## Exercise aim
All of the data that follows should be retyped exactly as it appears.

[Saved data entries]
BEGIN
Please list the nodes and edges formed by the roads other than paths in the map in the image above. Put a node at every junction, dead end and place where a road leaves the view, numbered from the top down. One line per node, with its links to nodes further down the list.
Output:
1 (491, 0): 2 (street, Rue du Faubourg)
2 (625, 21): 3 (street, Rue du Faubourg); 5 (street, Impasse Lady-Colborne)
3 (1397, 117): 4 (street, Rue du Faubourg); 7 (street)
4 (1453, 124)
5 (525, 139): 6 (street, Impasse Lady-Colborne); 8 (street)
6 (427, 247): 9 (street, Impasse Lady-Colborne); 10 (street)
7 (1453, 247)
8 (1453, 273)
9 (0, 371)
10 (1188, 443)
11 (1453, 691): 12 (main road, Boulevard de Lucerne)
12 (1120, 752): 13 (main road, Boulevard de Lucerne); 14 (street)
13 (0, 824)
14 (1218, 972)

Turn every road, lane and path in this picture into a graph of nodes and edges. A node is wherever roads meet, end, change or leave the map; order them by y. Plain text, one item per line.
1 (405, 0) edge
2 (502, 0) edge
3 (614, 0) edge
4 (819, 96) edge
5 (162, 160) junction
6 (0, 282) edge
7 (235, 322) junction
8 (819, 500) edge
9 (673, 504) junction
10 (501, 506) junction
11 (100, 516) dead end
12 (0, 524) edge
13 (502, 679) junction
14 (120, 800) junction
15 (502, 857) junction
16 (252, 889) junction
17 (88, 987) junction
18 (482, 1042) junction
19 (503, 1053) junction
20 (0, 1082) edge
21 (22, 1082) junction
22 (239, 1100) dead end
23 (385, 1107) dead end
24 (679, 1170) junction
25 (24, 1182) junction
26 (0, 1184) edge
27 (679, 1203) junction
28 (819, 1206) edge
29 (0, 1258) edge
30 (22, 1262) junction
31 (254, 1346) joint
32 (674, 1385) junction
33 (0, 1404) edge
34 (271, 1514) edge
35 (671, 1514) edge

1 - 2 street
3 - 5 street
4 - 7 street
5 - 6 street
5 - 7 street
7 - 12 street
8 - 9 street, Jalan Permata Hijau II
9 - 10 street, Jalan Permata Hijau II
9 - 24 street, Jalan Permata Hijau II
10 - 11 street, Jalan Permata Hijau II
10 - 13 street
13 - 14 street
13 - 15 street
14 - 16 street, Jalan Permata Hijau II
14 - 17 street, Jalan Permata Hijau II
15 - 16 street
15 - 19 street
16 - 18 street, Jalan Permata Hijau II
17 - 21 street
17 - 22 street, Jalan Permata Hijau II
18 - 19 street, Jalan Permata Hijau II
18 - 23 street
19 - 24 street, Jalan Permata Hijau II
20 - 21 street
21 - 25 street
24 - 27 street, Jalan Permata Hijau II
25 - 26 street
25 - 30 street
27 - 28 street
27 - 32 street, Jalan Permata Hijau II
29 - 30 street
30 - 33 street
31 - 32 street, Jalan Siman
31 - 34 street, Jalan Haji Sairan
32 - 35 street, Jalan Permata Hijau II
END
## Result
Please list the nodes and edges formed by the roads other than paths in the map in the image above. Put a node at every junction, dead end and place where a road leaves the view, numbered from the top down. One line per node, with its links to nodes further down the list.
Output:
1 (491, 0): 2 (street, Rue du Faubourg)
2 (625, 21): 3 (street, Rue du Faubourg); 5 (street, Impasse Lady-Colborne)
3 (1397, 117): 4 (street, Rue du Faubourg); 7 (street)
4 (1453, 124)
5 (525, 139): 6 (street, Impasse Lady-Colborne); 8 (street)
6 (427, 247): 9 (street, Impasse Lady-Colborne); 10 (street)
7 (1453, 247)
8 (1453, 273)
9 (0, 371)
10 (1188, 443)
11 (1453, 691): 12 (main road, Boulevard de Lucerne)
12 (1120, 752): 13 (main road, Boulevard de Lucerne); 14 (street)
13 (0, 824)
14 (1218, 972)

Turn every road, lane and path in this picture into a graph of nodes and edges. A node is wherever roads meet, end, change or leave the map; order them by y. Plain text, one item per line.
1 (405, 0) edge
2 (502, 0) edge
3 (614, 0) edge
4 (819, 96) edge
5 (162, 160) junction
6 (0, 282) edge
7 (235, 322) junction
8 (819, 500) edge
9 (673, 504) junction
10 (501, 506) junction
11 (100, 516) dead end
12 (0, 524) edge
13 (502, 679) junction
14 (120, 800) junction
15 (502, 857) junction
16 (252, 889) junction
17 (88, 987) junction
18 (482, 1042) junction
19 (503, 1053) junction
20 (0, 1082) edge
21 (22, 1082) junction
22 (239, 1100) dead end
23 (385, 1107) dead end
24 (679, 1170) junction
25 (24, 1182) junction
26 (0, 1184) edge
27 (679, 1203) junction
28 (819, 1206) edge
29 (0, 1258) edge
30 (22, 1262) junction
31 (254, 1346) joint
32 (674, 1385) junction
33 (0, 1404) edge
34 (271, 1514) edge
35 (671, 1514) edge

1 - 2 street
3 - 5 street
4 - 7 street
5 - 6 street
5 - 7 street
7 - 12 street
8 - 9 street, Jalan Permata Hijau II
9 - 10 street, Jalan Permata Hijau II
9 - 24 street, Jalan Permata Hijau II
10 - 11 street, Jalan Permata Hijau II
10 - 13 street
13 - 14 street
13 - 15 street
14 - 16 street, Jalan Permata Hijau II
14 - 17 street, Jalan Permata Hijau II
15 - 16 street
15 - 19 street
16 - 18 street, Jalan Permata Hijau II
17 - 21 street
17 - 22 street, Jalan Permata Hijau II
18 - 19 street, Jalan Permata Hijau II
18 - 23 street
19 - 24 street, Jalan Permata Hijau II
20 - 21 street
21 - 25 street
24 - 27 street, Jalan Permata Hijau II
25 - 26 street
25 - 30 street
27 - 28 street
27 - 32 street, Jalan Permata Hijau II
29 - 30 street
30 - 33 street
31 - 32 street, Jalan Siman
31 - 34 street, Jalan Haji Sairan
32 - 35 street, Jalan Permata Hijau II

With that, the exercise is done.